Speaking of, we’ve known that Ferrari was developing a new family of hybrid V6 engines since 2018. And since then, several heavily camouflaged prototypes have been spotted testing on racetracks and streets. But determining the potential production looks was complicated by the fact that there seemed to be two hybrid prototypes in development. And only one of them, The Drive explains, seemed to have the hypothetical V6 powertrain.

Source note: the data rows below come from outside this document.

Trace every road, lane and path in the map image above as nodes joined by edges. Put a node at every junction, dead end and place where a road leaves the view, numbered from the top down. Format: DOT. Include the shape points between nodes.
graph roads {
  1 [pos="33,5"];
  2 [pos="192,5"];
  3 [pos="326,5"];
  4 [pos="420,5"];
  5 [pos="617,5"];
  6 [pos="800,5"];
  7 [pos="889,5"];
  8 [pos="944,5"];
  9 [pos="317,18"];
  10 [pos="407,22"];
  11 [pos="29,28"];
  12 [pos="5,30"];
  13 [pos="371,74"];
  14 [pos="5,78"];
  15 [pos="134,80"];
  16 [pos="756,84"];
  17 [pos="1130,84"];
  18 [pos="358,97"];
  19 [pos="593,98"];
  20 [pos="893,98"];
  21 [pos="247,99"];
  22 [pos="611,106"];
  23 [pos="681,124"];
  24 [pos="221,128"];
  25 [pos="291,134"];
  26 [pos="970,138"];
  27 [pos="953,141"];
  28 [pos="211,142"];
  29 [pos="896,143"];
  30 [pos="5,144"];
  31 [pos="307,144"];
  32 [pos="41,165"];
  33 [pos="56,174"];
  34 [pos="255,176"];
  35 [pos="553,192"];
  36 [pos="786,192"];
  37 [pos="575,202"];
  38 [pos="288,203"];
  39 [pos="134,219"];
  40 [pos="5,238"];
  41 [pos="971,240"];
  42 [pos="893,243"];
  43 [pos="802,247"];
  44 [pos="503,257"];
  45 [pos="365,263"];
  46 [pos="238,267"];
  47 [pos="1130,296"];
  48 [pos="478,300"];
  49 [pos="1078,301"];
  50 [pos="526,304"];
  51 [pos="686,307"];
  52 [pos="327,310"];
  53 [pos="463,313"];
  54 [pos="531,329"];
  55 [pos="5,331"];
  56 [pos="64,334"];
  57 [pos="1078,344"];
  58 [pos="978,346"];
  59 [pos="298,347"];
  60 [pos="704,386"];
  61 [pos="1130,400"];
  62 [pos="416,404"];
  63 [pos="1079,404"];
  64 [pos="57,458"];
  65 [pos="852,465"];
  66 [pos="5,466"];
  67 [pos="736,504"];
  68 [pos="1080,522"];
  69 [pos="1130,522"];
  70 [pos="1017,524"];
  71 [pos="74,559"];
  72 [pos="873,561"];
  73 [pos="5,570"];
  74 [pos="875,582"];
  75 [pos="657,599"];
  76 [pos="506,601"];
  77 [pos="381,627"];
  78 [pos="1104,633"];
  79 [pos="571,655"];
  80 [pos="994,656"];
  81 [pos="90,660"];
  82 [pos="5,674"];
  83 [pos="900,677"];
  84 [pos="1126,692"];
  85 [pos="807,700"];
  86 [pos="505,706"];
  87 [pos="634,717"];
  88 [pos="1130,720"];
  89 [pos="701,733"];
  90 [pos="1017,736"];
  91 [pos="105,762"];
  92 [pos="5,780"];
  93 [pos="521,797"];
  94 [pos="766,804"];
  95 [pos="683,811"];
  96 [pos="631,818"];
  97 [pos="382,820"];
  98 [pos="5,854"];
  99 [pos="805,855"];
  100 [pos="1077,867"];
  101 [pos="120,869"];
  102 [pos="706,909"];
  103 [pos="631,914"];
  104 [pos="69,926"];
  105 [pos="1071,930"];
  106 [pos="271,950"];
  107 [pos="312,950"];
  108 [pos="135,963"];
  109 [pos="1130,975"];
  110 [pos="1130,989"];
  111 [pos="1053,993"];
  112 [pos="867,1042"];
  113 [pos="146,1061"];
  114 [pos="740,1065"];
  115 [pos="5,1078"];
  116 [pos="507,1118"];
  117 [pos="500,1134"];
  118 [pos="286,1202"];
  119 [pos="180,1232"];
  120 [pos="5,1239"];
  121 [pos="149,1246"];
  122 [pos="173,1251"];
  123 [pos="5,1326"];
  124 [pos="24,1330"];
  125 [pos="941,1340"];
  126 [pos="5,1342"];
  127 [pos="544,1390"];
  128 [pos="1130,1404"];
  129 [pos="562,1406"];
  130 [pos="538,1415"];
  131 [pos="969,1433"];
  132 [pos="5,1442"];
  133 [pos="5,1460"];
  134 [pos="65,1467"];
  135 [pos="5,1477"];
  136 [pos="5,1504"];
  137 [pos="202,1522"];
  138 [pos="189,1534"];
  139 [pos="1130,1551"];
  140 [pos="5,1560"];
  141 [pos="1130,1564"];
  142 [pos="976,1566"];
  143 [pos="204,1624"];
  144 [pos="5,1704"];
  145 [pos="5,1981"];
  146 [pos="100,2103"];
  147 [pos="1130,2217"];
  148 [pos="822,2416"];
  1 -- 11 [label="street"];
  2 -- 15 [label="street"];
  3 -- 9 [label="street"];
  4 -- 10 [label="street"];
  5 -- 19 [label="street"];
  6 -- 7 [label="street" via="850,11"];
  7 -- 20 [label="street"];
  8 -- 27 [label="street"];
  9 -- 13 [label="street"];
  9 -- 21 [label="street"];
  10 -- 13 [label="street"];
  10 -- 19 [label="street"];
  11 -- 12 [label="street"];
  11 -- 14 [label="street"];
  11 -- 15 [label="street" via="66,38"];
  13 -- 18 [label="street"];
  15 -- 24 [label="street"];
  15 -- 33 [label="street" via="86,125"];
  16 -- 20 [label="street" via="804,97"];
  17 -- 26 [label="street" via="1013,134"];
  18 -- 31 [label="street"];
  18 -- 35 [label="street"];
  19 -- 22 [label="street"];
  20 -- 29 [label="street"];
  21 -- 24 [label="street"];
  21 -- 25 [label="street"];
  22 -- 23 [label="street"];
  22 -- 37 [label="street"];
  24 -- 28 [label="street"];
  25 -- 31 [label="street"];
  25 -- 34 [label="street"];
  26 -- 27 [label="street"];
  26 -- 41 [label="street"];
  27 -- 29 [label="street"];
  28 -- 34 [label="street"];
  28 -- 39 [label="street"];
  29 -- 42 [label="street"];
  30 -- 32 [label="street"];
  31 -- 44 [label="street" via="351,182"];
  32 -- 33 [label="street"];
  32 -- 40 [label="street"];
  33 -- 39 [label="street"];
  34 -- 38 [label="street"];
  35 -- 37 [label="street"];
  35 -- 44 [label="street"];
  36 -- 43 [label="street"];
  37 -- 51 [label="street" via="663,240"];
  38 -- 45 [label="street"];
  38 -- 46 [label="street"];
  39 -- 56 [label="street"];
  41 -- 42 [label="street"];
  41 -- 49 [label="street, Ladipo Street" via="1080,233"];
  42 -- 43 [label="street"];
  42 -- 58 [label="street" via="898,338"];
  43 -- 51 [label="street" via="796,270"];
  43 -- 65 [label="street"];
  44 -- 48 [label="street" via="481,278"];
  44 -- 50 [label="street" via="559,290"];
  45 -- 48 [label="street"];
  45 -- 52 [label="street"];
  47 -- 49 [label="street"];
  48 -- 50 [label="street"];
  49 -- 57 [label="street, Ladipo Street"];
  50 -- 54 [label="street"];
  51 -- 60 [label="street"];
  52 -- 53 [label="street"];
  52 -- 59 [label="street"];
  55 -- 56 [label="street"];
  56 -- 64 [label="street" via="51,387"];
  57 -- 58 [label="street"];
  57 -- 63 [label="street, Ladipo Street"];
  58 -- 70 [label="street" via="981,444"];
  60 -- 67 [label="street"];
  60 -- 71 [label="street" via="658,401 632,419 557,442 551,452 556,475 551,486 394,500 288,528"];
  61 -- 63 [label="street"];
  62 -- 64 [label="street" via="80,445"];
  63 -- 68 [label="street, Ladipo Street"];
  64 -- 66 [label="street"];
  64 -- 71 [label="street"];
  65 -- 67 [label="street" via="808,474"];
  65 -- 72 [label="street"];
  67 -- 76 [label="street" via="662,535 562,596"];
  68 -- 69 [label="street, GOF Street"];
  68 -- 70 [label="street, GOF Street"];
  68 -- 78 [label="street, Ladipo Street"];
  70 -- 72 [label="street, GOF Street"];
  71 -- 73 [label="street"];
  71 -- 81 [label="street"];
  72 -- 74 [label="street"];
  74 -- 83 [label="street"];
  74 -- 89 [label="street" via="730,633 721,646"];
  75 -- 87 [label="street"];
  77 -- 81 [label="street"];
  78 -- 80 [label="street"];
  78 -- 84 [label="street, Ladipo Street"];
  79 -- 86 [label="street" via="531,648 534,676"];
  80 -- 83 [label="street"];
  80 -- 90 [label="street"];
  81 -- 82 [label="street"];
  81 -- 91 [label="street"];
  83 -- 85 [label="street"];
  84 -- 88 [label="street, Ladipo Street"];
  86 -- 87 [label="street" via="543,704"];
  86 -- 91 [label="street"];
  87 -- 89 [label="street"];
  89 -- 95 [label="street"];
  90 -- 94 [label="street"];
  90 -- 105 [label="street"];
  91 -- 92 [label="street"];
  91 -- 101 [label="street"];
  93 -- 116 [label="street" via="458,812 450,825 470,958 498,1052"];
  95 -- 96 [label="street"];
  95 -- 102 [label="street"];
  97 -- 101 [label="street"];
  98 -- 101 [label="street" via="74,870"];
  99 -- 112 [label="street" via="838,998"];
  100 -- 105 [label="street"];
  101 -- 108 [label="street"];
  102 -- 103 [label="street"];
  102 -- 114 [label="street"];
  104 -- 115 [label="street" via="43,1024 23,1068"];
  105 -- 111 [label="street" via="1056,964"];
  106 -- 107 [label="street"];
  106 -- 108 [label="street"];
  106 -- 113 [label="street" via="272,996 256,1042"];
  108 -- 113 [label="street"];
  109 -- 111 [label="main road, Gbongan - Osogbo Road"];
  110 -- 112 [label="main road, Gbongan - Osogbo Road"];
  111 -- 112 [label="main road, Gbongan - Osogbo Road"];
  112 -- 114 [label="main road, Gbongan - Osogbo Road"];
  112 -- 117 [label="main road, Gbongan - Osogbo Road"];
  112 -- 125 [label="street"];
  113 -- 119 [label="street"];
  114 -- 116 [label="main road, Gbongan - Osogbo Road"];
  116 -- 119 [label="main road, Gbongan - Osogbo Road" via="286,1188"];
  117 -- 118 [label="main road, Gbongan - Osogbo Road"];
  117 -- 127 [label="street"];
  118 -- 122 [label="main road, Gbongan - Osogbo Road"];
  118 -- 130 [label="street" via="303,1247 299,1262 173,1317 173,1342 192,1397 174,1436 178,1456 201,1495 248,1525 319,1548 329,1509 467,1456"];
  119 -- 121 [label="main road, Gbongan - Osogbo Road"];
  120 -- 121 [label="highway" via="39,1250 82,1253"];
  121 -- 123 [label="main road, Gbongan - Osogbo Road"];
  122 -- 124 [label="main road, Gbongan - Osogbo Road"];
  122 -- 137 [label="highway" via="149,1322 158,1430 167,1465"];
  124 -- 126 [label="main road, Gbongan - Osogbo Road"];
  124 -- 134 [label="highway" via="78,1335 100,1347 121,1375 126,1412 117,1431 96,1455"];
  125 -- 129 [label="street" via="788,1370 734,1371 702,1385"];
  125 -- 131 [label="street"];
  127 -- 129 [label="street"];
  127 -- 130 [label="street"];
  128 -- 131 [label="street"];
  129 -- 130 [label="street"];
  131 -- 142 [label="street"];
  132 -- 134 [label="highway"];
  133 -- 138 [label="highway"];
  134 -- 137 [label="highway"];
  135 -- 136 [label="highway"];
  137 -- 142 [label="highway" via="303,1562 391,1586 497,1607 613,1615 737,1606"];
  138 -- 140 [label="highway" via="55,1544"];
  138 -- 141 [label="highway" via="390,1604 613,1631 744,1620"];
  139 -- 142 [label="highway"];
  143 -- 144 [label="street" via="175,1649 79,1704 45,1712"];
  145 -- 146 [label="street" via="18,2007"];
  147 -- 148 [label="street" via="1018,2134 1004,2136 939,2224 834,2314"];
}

However, spy photographers recently managed to snap photos of one of these Ferrari hybrids with noticeably less camouflage. Although it’s still disguised, it’s the clearest look so far at the upcoming supercar, Motor1 reports. And while a V12 hybrid hypercar is also being developed, PistonHeads notes, this other model, codenamed ‘F171,’ will use a V6.

As of this writing, Ferrari hasn’t officially confirmed many details about the upcoming F171. But rumors suggest it uses a 3.0-liter twin-turbocharged V6 linked to a single electric motor, with a combined output of roughly 700 hp, Car reports. That compares neatly with the F171’s closest rival, the McLaren Artura, which also uses a hybridized 3.0-liter twin-turbocharged V6.

Furthermore, Car claims the Ferrari F171 hybrid will be exclusively RWD, “at least initially.” And that the F171, like the SF90 Stradale, likely uses a shortened version of the F8’s aluminum chassis.

When will we know more?

As of this writing, Ferrari hasn’t announced a release date for the F171 hybrid. However, Motor1 claims the supercar will “break cover towards the end of the year.” That’s also when the Purosangue SUV, which likely uses a version of the hybrid V6, will debut, Car reports.

In the meantime, potential buyers should know that the Ferrari SF90 Stradale lives up to the brand’s standards. And this new F171 will likely be no different.